Karjalanpiirakka

La preparazione delle karjalanpiirakka inizia dal ripieno. Quest'ultimo è in genere costituito da una pappa d'orzo o di riso oppure da purè di patate. In alternativa si possono utilizzare verdure cotte triturate (quali rutabaghe, carote, rape oppure cavoli o funghi stufati). L'impasto per la preparazione del tortino vero e proprio (la crosta o involucro) è fatto con acqua, sale e farina di segale o di frumento. L'impasto viene steso a farne una pasta il più possibile sottile, quasi trasparente, modellata in forme rotonde, a formare la crosta (involucro) della piirakka. La finezza della crosta determina la croccantezza delle karjalanpiirakka. I bordi della crosta vengono rivoltati sul ripieno e arricciati. Le piirakka sono poi cotte in forno a temperatura elevata (circa 250-300 °C) per 15-20 minuti. La cottura rapida e l'alto calore sono necessari per preservare la polposità del prodotto.
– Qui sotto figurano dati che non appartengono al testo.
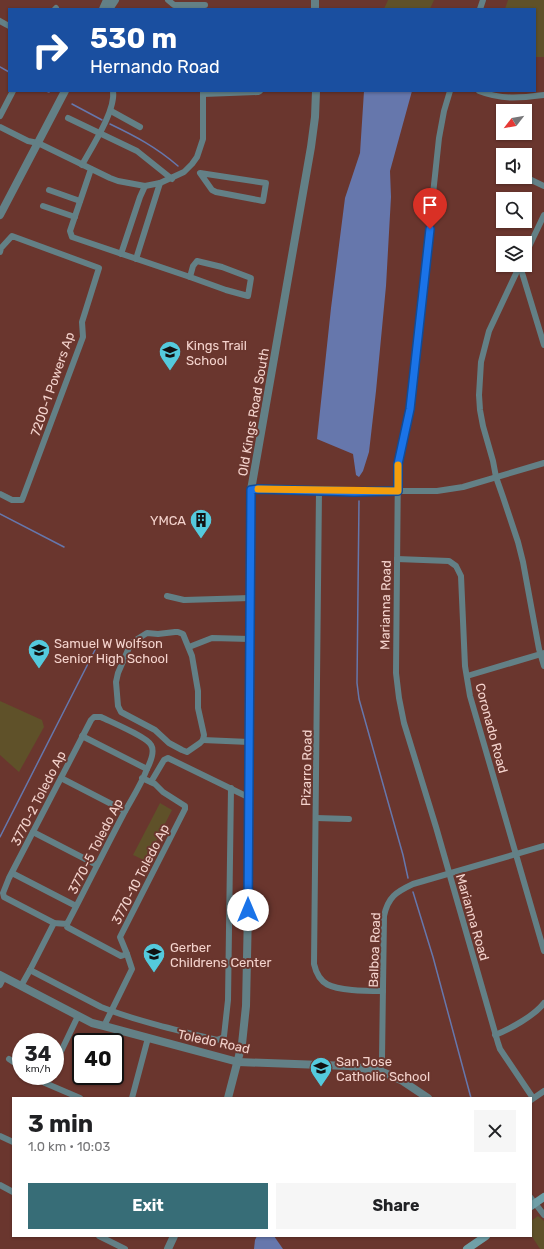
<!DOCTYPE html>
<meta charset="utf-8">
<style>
body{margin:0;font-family:Rubik,sans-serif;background:#f6f6f6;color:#202124;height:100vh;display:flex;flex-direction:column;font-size:15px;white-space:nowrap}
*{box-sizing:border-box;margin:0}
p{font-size:13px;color:#757577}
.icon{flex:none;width:22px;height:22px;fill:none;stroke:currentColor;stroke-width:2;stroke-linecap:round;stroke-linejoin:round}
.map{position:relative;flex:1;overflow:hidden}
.details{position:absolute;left:12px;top:1097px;width:520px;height:140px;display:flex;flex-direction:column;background:#fff;border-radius:0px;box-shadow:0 1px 3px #0004}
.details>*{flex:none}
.hud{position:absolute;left:8px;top:8px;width:528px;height:84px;border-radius:0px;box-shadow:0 1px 3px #0004;background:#1a4fa0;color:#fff;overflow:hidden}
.needle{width:26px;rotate:239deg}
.fabs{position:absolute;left:496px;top:104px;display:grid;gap:8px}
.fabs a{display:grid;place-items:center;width:36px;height:36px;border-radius:0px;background:#fff;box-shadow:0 1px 3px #0004;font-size:20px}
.speed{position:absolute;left:12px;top:1033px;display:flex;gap:8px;font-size:20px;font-weight:700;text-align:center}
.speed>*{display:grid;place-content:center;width:52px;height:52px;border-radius:50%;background:#fff;box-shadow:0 1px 3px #0004;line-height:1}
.speed small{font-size:10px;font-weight:400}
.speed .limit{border:2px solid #111;border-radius:6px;background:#fff;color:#111}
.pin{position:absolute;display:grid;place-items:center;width:34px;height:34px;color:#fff;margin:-41px -17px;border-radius:50% 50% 50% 0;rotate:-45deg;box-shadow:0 0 4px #0007}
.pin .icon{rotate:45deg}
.me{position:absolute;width:44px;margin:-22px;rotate:0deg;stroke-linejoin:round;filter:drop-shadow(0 0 3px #0008)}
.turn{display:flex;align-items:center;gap:14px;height:84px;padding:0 16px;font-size:18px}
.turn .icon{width:52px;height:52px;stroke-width:2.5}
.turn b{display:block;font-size:28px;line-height:34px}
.round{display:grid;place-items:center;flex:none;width:42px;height:42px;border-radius:0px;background:#f6f6f6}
.headline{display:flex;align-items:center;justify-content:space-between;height:68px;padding:0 16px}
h1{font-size:24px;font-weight:700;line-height:30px}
.cta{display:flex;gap:8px;margin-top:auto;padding:8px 16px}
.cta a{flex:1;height:46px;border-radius:0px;background:#376d77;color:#fff;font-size:16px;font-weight:700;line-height:46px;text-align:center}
.cta a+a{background:#f6f6f6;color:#202124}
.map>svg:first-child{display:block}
.green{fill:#5f5129}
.water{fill:#6677ac}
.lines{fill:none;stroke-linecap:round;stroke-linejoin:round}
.stream{stroke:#6677ac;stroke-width:1.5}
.minor{stroke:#638086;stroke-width:6}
.tertiary{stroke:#638086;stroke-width:8}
.secondary{stroke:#70a0a8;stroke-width:8}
.route-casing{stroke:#114b97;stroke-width:10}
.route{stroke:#1a73e8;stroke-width:7}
.slow{stroke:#f59e0b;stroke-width:7}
.labels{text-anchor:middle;stroke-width:4;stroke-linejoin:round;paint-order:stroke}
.poi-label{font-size:13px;fill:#f4d3cd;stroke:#6a362e;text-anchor:start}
.street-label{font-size:13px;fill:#f4d3cd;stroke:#6a362e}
</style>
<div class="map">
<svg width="544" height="1249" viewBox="0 0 544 1249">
<rect width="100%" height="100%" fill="#6a362e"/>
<g class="green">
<polygon points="388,0 434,0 430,9 384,9"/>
<polygon points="508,0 544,0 544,57 535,57 535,9 505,9"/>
<polygon points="0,701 42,720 44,727 19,772 0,755"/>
<polygon points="160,803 172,810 146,861 133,855"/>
<polygon points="538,1216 544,1221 544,1249 540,1249 531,1235 531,1221"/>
</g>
<g class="water">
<polygon points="364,91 412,91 390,171 391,197 386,286 376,391 369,452 363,471 359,477 356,475 353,454 317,439 331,308 345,198 360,153"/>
<polygon points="257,1236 274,1236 283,1249 254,1249 255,1240"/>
</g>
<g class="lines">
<g class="stream">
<polyline points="0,67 9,72"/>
<polyline points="46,91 49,92"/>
<polyline points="72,104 102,120"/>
<path d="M 110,124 C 135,136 156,147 178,166"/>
<polyline points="359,501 357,683 359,699 403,855 408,878"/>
<polyline points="0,514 64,547"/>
<polyline points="0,837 97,646"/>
<polyline points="413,892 433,957 471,1098"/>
</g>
<g class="minor">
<polyline points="168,0 174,5 205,5"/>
<polyline points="55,9 56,8"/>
<polyline points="480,9 483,0"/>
<polyline points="0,21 9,26"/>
<polyline points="450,91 444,111 439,138 410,409 398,464 396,673 399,698 404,723 436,827 498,1043 500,1049 533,1098"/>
<path d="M 479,91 C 502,100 520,98 544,95"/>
<polyline points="203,94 258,92 260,91"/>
<polyline points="111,111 140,127"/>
<polyline points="0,116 13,91"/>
<polyline points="68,118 137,151 172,179"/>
<polyline points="0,127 28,141 38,143 110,178 118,181 145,186 160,183 184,172 192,164 197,157 203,139 203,91"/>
<path d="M 82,165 C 92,147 116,110 113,91"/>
<polyline points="91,169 70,231 72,237 190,277"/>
<polygon points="200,173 266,183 263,201 216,192 212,190"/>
<polyline points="525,177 544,186"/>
<polyline points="49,190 80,201"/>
<polyline points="43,206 75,217"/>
<polyline points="0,252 1,248 12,236 99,268 82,322 83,337 22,500 12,500 0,494"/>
<polyline points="121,254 140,197 145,186"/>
<polyline points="525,255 544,215"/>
<polyline points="136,259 160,183"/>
<polygon points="197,261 222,267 251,278 248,296 226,290 190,277 193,266"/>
<polyline points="520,265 489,331 481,362 479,395 480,410 483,426 493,461 496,477 503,497 518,542 523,562 539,649 544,666"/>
<polyline points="520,266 544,345"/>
<polyline points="251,490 258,489 353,491 437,491 463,487 544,463"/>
<path d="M 319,491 L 314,964 C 319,986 332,988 352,990 C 362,991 372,991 383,991"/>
<polyline points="397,559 449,561 456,566 461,576 465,666 470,696 544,951"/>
<polyline points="167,596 184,600 250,598"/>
<polygon points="175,632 178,632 183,634 192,656 198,691 198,708 204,735 203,740 200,743 187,752 182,750 169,743 155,730 121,712 118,706 116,682 118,673 131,643 147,633 158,634"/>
<polyline points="189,647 212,638 250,639"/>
<polyline points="467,676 544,653"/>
<polyline points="82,736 147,769"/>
<polyline points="203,740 249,742"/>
<polyline points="61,778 125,811"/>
<polyline points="151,782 164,760 168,758 248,797"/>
<polyline points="316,818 349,819"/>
<polyline points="33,832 97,865"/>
<polyline points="12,873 76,906"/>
<path d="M 54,923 L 30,970 L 101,1007 C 137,1021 176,1030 213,1039 L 217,1040 L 222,1038 L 224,1036 L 228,1000 L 231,788"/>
<path d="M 67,924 C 86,888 104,851 123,815 C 131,800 141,785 147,769 C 150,763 155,751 151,745 C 147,737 111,722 101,717 L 94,717 L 91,720 L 9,878 L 3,893 L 4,897 L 54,923 L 67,924 L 67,927 L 121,956 L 127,954 L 120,937 L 185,809 L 185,806 L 163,792 L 155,784 L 142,778"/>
<polyline points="0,985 4,977"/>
<polyline points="21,986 30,970"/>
<polyline points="104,1026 132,969 127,954"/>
<path d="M 495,1035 C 510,1029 534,1016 544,1003"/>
<polyline points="9,1059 21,1067"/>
<polyline points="55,1064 78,1016"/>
<path d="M 380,1071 L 382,1058 L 384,916 C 388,897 396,892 413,884 L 544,846"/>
<polyline points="35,1076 45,1083 80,1098"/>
<polyline points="132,1098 148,1038"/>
<polyline points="531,1100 544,1091"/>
<polyline points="0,1136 13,1142"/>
<polyline points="0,1185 13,1192"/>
<polyline points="531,1198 544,1215"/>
<polyline points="99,1236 125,1249"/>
</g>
<g class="tertiary">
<polyline points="315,0 315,9"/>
<polyline points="103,9 107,0"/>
<polyline points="109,9 115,0"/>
<polyline points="0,215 65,91"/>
<polyline points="0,975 92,1023 104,1026 238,1062 349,1066 380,1071 401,1080 428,1098"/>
<polyline points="228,1098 242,1044 246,1006 248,910 251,490 311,147 315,117 316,91"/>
<polyline points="168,1249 174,1236"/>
</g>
<g class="secondary">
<polyline points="531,1206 544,1197"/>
<polyline points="467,1249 486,1236"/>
</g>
</g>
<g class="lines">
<g class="route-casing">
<polyline id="route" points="248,910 251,490 258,489 354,492 398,491 398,464 410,409 430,229"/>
</g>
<use href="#route" class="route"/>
<polyline class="slow" points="258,489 398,491 398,465"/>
</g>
<defs>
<g id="school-pin" transform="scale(1.15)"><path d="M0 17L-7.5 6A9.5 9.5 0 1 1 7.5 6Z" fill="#54cadd" stroke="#6a362e"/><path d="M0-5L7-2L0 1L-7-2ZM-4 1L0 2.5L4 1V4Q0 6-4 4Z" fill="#111"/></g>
<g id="building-pin" transform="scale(1.15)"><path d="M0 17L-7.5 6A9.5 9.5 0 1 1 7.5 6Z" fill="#54cadd" stroke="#6a362e"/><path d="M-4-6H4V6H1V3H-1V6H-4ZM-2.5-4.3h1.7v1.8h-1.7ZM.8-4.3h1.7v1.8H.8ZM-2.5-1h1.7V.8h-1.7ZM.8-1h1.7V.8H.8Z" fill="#111"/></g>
</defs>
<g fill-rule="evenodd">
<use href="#school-pin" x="170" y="352"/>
<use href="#building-pin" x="201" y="520"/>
<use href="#school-pin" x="39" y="650"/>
<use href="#school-pin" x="154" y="954"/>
<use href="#school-pin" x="321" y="1068"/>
</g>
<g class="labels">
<g class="poi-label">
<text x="186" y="350">Kings Trail<tspan x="186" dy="15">School</tspan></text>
<text x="186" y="525" text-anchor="end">YMCA</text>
<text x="54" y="648">Samuel W Wolfson<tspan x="54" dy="15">Senior High School</tspan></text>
<text x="170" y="952">Gerber<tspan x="170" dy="15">Childrens Center</tspan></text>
<text x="336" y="1066">San Jose<tspan x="336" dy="15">Catholic School</tspan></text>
</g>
<g class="street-label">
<text transform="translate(52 384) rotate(-71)" y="5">7200-1 Powers Ap</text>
<text transform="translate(253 412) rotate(-80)" y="5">Old Kings Road South</text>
<text transform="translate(385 605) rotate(-89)" y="5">Marianna Road</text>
<text transform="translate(492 728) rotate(75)" y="5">Coronado Road</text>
<text transform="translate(306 768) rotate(-89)" y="5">Pizarro Road</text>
<text transform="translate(38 798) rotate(-63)" y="5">3770-2 Toledo Ap</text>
<text transform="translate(95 846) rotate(-63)" y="5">3770-5 Toledo Ap</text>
<text transform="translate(140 874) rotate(-63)" y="5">3770-10 Toledo Ap</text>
<text transform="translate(473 917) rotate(74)" y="5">Marianna Road</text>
<text transform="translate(374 950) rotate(-88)" y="5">Balboa Road</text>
<text transform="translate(214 1041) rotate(12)" y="5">Toledo Road</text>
</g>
</g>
</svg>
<div class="fabs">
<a><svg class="needle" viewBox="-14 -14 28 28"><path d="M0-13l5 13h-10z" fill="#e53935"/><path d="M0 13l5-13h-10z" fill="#757577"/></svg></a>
<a><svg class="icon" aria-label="sound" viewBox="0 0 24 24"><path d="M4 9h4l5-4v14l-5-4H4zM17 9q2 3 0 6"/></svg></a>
<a><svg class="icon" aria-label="search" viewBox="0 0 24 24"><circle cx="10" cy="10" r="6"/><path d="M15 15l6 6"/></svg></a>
<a><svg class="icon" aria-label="layers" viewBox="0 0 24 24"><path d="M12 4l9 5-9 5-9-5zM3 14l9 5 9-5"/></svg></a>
</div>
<div class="speed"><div>34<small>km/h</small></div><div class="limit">40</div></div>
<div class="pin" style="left:430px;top:229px;background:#d93025"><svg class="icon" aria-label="arrive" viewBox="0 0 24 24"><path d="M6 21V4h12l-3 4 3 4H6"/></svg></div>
<svg class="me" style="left:248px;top:910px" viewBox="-20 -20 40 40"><circle r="19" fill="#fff"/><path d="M0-13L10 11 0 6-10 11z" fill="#1a73e8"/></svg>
<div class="hud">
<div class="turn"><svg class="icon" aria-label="right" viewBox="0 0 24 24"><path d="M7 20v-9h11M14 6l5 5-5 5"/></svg><div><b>530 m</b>Hernando Road</div></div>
</div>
<section class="details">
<div class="headline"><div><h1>3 min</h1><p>1.0 km · 10:03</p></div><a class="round"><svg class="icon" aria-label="close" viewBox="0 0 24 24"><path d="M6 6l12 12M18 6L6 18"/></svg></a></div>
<div class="cta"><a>Exit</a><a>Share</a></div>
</section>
</div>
Il ripieno viene preparato portando ad ebollizione un litro (1 kg) di acqua o latte e mescolandovi 2 dl (180 g) di tritello di riso o d'orzo. La pappa di riso viene fatta bollire per 30-60 minuti e la pappa d'orzo ancora più a lungo. Per la pasta della crosta (l'involucro) si utilizzano circa 275-350 g di farina e 200 g d'acqua.
Le piirakka vengono unte in genere appena sfornate oppure quando vengono scaldate. Per ungerle si può utilizzare burro, olio o un miscuglio di questi con acqua/latte oppure, a volte, uova di gallina.
Le karjalanpiirakka sono preparate secondo metodi e con combinazioni di ingredienti tradizionali. Si hanno notizie di tortini tradizionali formati da una crosta (involucro) e un ripieno dalla regione della Carelia fino alla Siberia e alla Cina. La Carelia costituisce la frontiera nordoccidentale di questa "regione della piirakka". Delle diverse forme di piirakka prodotte in Carelia, il tipo ellittico, aperto, ha assunto il nome di karjalanpiirakka quando il suo consumo si è generalizzato al di fuori della Carelia.
La karjalanpiirakka si è diffusa tra il 1600 e il 1700 nella zona che attualmente costituisce la Finlandia meridionale, da dove i Careliani emigranti lo hanno portato nelle altre regioni della Finlandia e anche in Svezia. Il primo riferimento scritto alla karjalanpiirakka risale al 1686.
La karjalanpiirakka è un tortino aperto, piccolo e piatto, comprendente una crosta sottile (involucro) ed un ripieno. È in genere lunga 7-20 cm. La karjalanpiirakka è generalmente ellittica, ma può anche essere tonda. La crosta è aperta sul lato superiore. I bordi della crosta sono ripiegati sul ripieno e arricciati. La karjalanpiirakka ha una crosta croccante. La karjalanpiirakka è composta in genere per un terzo dalla crosta e per due terzi dal ripieno.
In fase di preparazione si controlla, presso l'impianto di produzione, che l'impasto della crosta sia stesa nel modo più fine possibile, come indicato al punto 4.2 qui sopra, in forme tonde o ellittiche di diametro compreso tra 10 e 24 cm. Il ripieno viene quindi sparso sulla crosta, lasciando liberi 1-2 cm dai bordi, che vengono poi ripiegati sul ripieno in modo tale da lasciare il tortino aperto sul centro. Queste sono le caratteristiche del metodo di produzione tradizionale.
In fase di produzione ci si accerta che le piirakka siano cotte a 250-300 °C, come definito al punto 4.2 qui sopra, per 15-20 minuti, di modo che l'alta temperatura e la breve durata della cottura producano una crosta croccante, contribuendo a determinare il caratteristico sapore della karjalanpiirakka.
Campioni del prodotto finale vengono prelevati nelle fasi di produzione e di distribuzione per controllarne le caratteristiche chimiche ed organolettiche (mediante procedure standard ufficiali, quali IDF/FIL o ISO). Viene inoltre verificato il livello batterico mediante il controllo delle proprietà microbiologiche.